[Provided information Boundary: Start]

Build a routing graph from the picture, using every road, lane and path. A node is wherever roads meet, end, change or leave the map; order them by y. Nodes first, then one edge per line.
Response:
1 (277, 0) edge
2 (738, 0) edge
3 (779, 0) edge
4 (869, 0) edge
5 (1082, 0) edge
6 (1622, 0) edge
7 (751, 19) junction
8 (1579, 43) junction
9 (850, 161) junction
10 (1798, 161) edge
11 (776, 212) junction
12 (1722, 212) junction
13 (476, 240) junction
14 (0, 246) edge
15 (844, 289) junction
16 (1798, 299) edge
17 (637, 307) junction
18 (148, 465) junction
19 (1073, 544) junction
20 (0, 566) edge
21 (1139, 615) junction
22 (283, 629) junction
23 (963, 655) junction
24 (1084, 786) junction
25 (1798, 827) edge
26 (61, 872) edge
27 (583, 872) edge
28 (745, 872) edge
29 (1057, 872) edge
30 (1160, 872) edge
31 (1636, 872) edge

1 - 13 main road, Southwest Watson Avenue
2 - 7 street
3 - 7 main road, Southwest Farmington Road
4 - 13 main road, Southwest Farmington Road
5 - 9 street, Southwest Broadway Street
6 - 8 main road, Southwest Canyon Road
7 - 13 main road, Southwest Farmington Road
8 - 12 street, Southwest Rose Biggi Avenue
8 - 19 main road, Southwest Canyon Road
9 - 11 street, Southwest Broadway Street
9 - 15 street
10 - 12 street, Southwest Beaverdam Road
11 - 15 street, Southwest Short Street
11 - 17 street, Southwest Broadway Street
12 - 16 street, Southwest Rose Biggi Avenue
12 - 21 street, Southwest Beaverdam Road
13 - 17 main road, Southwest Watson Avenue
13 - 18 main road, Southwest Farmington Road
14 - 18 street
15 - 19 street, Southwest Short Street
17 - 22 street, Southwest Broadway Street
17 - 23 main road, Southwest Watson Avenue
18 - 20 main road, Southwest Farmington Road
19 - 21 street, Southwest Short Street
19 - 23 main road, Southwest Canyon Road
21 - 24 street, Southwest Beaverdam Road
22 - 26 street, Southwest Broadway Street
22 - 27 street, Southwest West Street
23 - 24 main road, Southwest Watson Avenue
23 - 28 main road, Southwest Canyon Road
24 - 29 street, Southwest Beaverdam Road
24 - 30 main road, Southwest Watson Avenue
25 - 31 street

[Provided information Boundary: End]

What you are asked to do: Repeat every line of the data verbatim.

Answer section:
Build a routing graph from the picture, using every road, lane and path. A node is wherever roads meet, end, change or leave the map; order them by y. Nodes first, then one edge per line.
Response:
1 (277, 0) edge
2 (738, 0) edge
3 (779, 0) edge
4 (869, 0) edge
5 (1082, 0) edge
6 (1622, 0) edge
7 (751, 19) junction
8 (1579, 43) junction
9 (850, 161) junction
10 (1798, 161) edge
11 (776, 212) junction
12 (1722, 212) junction
13 (476, 240) junction
14 (0, 246) edge
15 (844, 289) junction
16 (1798, 299) edge
17 (637, 307) junction
18 (148, 465) junction
19 (1073, 544) junction
20 (0, 566) edge
21 (1139, 615) junction
22 (283, 629) junction
23 (963, 655) junction
24 (1084, 786) junction
25 (1798, 827) edge
26 (61, 872) edge
27 (583, 872) edge
28 (745, 872) edge
29 (1057, 872) edge
30 (1160, 872) edge
31 (1636, 872) edge

1 - 13 main road, Southwest Watson Avenue
2 - 7 street
3 - 7 main road, Southwest Farmington Road
4 - 13 main road, Southwest Farmington Road
5 - 9 street, Southwest Broadway Street
6 - 8 main road, Southwest Canyon Road
7 - 13 main road, Southwest Farmington Road
8 - 12 street, Southwest Rose Biggi Avenue
8 - 19 main road, Southwest Canyon Road
9 - 11 street, Southwest Broadway Street
9 - 15 street
10 - 12 street, Southwest Beaverdam Road
11 - 15 street, Southwest Short Street
11 - 17 street, Southwest Broadway Street
12 - 16 street, Southwest Rose Biggi Avenue
12 - 21 street, Southwest Beaverdam Road
13 - 17 main road, Southwest Watson Avenue
13 - 18 main road, Southwest Farmington Road
14 - 18 street
15 - 19 street, Southwest Short Street
17 - 22 street, Southwest Broadway Street
17 - 23 main road, Southwest Watson Avenue
18 - 20 main road, Southwest Farmington Road
19 - 21 street, Southwest Short Street
19 - 23 main road, Southwest Canyon Road
21 - 24 street, Southwest Beaverdam Road
22 - 26 street, Southwest Broadway Street
22 - 27 street, Southwest West Street
23 - 24 main road, Southwest Watson Avenue
23 - 28 main road, Southwest Canyon Road
24 - 29 street, Southwest Beaverdam Road
24 - 30 main road, Southwest Watson Avenue
25 - 31 street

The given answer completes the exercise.